Ese gran diferenciador entre “nosotros” y “ellos” o, más bien, esa gran necesidad de tener un diferenciador, y adherirse a él, y acomodarse en él, y sentirse a salvo, seguros, protegidos bajo su poderosa entonación.
Eventos deportivos al margen, ¿quién canta hoy un himno nacional con semejante ímpetu, con la garganta desgañitada, con mirada de enajenado misticismo? No los niños en el colegio. Tampoco los funcionarios en la conmemoración de algún remoto acontecimiento. Mucho menos los ciudadanos acarreados a cualquier acto político.
A mi generación le cuesta recordarlo y a las siguientes les resulta imposible creerlo, pero no mucho tiempo atrás, era atípico que los jugadores corearan el himno nacional en su formación previa al silbatazo. No obstante, la tradición es poco más que centenaria. En 1905 se entonó el himno galés previo a un encuentro de rugby frente a Nueva Zelanda, como contraposición al ritual del haka de los denominados All Blacks. Todavía por entonces los atletas no iban a Olímpicos bajo una bandera sino en representación individual, aunque ya existía con claridad un nacionalismo deportivo, una prolongación (o sustitución) no armada del conflicto bélico. Poco después, en el juego siete de la final del béisbol de 1918 y bajo el clamor de la Primera Guerra Mundial, el Oh say can you see debutó en un estadio incluso trece años antes de declararse himno oficial de Estados Unidos.
El asunto es que hemos pasado de exigir el canto más o menos desafinado de los deportistas a esa imagen de once hermanos abrazados, así como, posteriormente, a lágrimas en plena cancha y gradas que se elevan metafísicamente a cada estrofa. Antes que todo eso, había surgido el abucheo al canto del rival, ya fuera por una enemistad política, ya por antecedentes ríspidos sobre el césped.
Tras tan largo preámbulo, llegamos a tres episodios acontecidos este martes en el protocolo pre-partido. El menos sorprendente (no por ello, menos lamentable), con la afición hondureña haciendo casi inaudible el himno mexicano. El segundo, en la eliminatoria asiática con los aficionados de Hong Kong silbando un himno chino que también es el suyo; una subversión simbólica que normalmente no dejarían pasar las autoridades en Beijing y menos tras la llamada Revolución de los Paraguas del año pasado, con los hongkoneses exigiendo libertades y apertura política… Pero en un estadio, todo suele ser distinto: lo fue con el hablar catalán en el Camp Nou durante el Franquismo, lo fue con la quema de banderas yugoslavas en estadios croatas mucho antes del inicio de la guerra de secesión.

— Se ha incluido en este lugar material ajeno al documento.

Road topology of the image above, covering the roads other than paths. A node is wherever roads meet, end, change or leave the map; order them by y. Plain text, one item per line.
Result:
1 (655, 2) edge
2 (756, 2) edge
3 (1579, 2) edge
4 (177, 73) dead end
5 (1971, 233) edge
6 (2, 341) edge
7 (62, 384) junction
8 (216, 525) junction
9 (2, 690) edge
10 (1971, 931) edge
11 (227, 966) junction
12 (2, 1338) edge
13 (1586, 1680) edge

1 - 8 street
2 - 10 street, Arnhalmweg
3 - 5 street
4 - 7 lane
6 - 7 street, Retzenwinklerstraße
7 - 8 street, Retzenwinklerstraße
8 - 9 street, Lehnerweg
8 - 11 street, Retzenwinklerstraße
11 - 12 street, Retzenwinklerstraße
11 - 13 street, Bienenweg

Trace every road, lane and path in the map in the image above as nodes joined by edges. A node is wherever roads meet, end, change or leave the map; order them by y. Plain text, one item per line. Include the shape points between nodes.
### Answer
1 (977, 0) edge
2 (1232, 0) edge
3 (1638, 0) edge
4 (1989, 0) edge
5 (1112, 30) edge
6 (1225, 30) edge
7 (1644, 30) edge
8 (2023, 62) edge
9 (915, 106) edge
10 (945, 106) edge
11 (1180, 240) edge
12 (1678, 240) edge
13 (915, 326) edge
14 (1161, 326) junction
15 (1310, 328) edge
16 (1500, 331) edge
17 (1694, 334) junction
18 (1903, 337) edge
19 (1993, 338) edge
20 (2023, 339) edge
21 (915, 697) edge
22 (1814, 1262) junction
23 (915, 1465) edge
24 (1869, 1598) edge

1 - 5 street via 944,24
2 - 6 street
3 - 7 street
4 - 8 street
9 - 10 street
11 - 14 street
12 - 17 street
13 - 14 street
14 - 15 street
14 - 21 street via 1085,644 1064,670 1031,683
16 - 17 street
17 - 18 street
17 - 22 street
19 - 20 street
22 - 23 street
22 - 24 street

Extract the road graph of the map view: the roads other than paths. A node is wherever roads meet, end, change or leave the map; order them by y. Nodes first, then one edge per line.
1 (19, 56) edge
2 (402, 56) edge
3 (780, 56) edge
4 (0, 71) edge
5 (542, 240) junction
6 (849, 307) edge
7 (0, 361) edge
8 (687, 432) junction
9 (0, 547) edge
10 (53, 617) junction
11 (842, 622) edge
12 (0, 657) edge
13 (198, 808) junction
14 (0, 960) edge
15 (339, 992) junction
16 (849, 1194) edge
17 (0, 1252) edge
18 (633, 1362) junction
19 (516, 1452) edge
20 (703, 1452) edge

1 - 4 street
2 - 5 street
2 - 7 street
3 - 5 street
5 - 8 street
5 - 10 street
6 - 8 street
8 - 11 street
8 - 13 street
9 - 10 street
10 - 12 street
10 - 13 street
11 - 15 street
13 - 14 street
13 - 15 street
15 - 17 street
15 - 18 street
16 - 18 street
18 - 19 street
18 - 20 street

El tercero, en un Wembley pintado con los colores de la bandera francesa y rotulado con las palabras Liberté, Égalite, Fraternité; los ingleses mostraron su solidaridad entonando La Marsellesa, encabezados por el Primer Ministro David Cameron y el Príncipe Guillermo.
Himno hermoso en su melodía que, bajo excusa de épica y gloria, es en especial belicoso con versos como “¡Que la sangre impura inunde nuestros suelos!”. Parece casi extraño que en tan larguísima enemistad anglo-francesa, que en tantos conflictos y disputas entre estos vecinos, La Marsellesa no haya sido compuesta como arenga ante alguna guerra con Inglaterra, aunque no hace demasiada diferencia en mil años de discordia. Lo relevante es que en ese espacio de alta tensión nacionalista, que es un estadio de futbol, se abrió este martes una nueva etapa en la relación entre dos de las principales potencias de la vieja Europa, unidas por el balón y, sobre todo, por esta especie de choque entre civilizaciones.
Si, como dijo Paul Auster, “Europa encontró en el futbol la manera de odiarse sin destrozarse”, ahora ha encontrado en esta amenaza, la forma de usar el futbol para hermanarse.